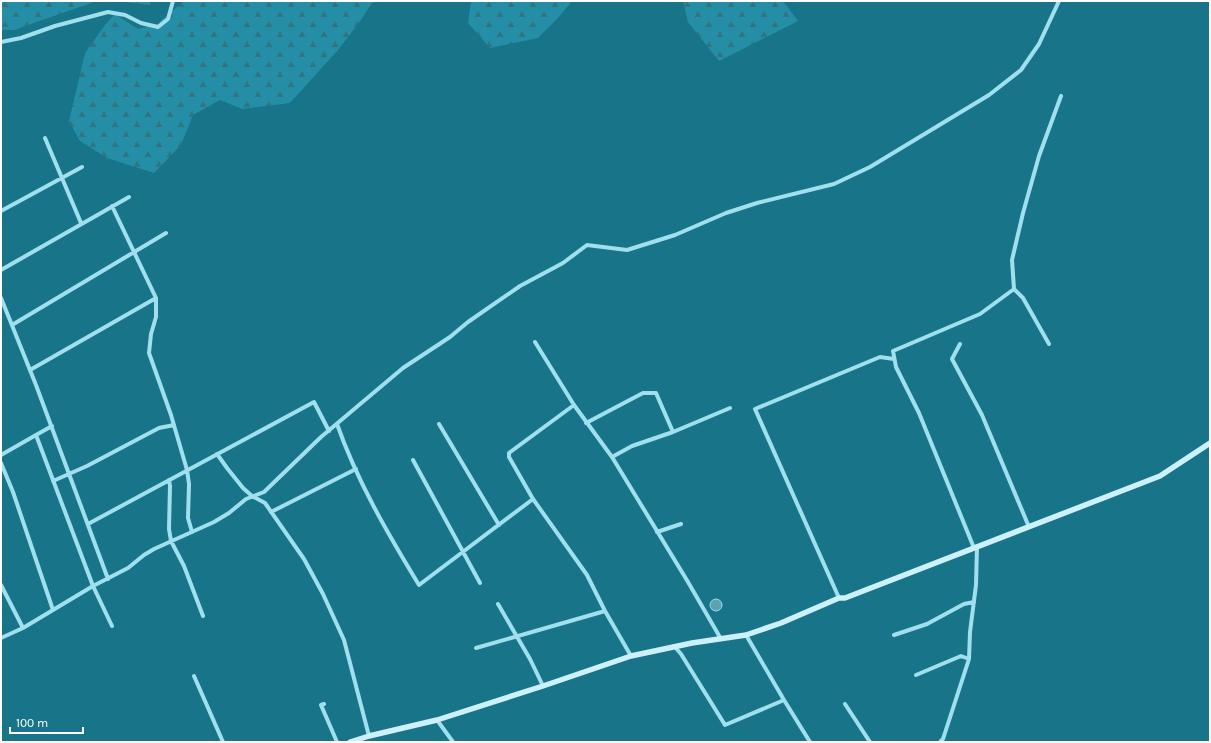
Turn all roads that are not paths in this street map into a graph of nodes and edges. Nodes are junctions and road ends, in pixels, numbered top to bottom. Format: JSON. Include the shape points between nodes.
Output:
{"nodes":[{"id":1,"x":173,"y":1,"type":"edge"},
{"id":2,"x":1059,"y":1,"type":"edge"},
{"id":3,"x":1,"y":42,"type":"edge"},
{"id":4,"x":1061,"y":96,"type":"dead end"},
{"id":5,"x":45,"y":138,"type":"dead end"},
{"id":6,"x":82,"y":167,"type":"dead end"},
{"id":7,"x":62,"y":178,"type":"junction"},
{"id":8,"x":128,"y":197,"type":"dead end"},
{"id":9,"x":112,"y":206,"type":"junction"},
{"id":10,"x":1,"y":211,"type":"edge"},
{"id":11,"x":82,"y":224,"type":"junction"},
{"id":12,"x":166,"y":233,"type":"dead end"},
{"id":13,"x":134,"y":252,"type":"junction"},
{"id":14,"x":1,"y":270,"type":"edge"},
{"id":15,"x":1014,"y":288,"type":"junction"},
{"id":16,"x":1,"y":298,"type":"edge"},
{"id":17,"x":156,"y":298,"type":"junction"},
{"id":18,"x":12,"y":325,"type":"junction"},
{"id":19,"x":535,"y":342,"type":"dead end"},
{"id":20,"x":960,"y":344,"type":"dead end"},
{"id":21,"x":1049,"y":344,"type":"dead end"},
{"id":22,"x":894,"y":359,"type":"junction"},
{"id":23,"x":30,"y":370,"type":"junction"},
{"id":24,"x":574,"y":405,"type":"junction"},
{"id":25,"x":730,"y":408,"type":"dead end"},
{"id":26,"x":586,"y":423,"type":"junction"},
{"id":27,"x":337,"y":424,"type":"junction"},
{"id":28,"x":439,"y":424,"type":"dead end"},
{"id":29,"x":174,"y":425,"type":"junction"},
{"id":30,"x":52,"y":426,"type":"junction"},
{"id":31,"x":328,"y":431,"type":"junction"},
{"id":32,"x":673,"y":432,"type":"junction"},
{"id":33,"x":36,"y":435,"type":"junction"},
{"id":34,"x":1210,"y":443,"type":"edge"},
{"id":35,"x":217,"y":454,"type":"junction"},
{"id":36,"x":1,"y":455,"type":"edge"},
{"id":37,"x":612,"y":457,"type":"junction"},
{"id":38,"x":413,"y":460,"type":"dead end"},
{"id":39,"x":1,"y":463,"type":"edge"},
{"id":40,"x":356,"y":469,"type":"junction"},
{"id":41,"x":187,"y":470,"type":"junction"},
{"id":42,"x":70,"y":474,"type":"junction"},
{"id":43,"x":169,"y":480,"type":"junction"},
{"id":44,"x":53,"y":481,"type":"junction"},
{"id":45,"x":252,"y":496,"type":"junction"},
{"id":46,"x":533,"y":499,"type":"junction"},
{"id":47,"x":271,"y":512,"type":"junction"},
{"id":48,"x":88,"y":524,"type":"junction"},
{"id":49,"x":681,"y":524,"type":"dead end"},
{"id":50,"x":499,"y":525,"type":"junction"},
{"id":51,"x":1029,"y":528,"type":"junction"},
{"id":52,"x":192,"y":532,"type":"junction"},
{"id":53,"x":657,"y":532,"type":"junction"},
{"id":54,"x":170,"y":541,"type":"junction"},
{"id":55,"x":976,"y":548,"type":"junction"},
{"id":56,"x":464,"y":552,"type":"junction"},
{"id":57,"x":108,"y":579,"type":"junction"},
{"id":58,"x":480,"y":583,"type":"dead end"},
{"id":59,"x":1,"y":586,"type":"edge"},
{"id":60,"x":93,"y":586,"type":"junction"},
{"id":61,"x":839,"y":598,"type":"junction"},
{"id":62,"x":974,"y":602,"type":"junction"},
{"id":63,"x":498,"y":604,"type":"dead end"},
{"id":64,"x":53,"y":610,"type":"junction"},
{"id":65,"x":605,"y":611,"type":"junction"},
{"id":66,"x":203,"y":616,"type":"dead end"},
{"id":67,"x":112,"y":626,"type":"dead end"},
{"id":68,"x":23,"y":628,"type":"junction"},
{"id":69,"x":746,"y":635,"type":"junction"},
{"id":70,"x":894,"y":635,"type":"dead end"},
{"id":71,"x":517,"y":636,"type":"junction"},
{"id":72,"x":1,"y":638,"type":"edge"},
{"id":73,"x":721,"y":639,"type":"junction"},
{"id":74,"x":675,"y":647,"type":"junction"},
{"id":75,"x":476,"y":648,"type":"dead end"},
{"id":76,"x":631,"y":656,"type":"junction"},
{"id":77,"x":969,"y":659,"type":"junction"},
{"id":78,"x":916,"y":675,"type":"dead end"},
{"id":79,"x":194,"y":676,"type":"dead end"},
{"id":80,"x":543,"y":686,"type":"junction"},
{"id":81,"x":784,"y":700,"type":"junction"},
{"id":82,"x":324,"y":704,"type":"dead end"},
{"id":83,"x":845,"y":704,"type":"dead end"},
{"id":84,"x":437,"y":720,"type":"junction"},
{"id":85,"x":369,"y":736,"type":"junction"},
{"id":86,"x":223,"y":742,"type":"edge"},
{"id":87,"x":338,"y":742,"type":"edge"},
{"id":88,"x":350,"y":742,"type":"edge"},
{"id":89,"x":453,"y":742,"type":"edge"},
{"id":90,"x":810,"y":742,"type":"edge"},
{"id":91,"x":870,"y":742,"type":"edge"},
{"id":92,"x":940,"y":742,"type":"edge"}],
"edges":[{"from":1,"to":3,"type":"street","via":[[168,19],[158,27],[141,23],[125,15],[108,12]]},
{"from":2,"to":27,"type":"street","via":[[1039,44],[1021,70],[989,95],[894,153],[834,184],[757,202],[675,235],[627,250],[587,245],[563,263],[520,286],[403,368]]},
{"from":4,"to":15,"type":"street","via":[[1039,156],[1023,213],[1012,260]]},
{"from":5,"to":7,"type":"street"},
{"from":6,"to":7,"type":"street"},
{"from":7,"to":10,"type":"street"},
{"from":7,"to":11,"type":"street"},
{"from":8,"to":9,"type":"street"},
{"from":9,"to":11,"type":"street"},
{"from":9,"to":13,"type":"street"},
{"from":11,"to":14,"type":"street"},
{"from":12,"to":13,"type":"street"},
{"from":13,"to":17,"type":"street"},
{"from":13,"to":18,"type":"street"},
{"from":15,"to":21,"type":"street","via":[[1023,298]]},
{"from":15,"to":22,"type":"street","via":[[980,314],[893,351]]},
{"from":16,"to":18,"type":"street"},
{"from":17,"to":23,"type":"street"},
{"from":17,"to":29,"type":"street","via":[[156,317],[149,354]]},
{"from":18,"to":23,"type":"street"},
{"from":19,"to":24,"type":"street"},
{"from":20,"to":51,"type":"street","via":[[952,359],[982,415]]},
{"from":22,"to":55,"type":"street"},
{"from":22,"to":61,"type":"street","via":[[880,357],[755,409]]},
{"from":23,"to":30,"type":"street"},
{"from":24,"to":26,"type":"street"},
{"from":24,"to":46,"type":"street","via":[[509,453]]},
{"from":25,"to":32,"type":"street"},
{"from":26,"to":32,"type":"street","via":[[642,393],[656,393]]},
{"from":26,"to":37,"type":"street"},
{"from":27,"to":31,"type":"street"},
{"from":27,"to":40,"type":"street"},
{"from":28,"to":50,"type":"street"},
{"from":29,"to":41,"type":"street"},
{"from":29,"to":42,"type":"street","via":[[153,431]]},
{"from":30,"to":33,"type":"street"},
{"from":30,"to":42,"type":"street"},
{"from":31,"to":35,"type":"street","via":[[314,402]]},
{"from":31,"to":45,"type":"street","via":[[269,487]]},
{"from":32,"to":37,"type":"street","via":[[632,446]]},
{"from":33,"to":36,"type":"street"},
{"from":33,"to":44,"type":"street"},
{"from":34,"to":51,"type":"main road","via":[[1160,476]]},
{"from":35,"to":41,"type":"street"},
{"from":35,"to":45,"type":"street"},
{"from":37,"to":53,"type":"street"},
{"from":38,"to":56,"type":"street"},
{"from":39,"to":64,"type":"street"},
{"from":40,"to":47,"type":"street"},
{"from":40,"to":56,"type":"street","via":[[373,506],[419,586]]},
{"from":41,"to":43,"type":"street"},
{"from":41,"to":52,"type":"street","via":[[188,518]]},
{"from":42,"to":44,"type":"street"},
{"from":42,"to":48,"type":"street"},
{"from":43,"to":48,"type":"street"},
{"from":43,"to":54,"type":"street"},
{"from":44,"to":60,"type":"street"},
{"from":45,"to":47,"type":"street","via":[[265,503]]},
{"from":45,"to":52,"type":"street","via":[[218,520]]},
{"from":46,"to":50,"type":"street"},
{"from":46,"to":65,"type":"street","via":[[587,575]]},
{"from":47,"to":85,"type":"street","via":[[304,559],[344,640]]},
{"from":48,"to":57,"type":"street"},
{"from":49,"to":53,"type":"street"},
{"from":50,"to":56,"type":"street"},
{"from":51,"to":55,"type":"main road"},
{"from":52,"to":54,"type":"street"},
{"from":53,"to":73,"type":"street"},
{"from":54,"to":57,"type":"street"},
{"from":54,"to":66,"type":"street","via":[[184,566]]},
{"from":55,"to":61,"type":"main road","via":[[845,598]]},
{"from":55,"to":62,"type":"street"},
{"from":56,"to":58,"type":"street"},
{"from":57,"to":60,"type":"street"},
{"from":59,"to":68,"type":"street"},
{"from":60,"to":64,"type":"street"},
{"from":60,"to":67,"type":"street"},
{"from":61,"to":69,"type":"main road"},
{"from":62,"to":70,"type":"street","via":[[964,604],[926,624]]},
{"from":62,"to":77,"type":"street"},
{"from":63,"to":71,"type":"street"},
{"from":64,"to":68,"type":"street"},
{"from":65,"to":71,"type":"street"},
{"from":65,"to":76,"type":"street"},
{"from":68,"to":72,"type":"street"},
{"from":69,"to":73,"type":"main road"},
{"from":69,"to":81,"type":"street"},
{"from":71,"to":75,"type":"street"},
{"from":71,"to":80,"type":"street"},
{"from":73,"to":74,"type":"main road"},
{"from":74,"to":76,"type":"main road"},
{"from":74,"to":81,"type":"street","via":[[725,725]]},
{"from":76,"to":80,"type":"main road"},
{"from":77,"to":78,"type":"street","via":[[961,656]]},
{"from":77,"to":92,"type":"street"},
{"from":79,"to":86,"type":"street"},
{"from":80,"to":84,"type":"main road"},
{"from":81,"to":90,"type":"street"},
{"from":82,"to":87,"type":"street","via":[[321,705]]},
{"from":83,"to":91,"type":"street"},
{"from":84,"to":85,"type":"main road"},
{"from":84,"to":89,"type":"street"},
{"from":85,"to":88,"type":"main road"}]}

___

In the entries above, tally the lines that hold the string "edges" and give only the count.

2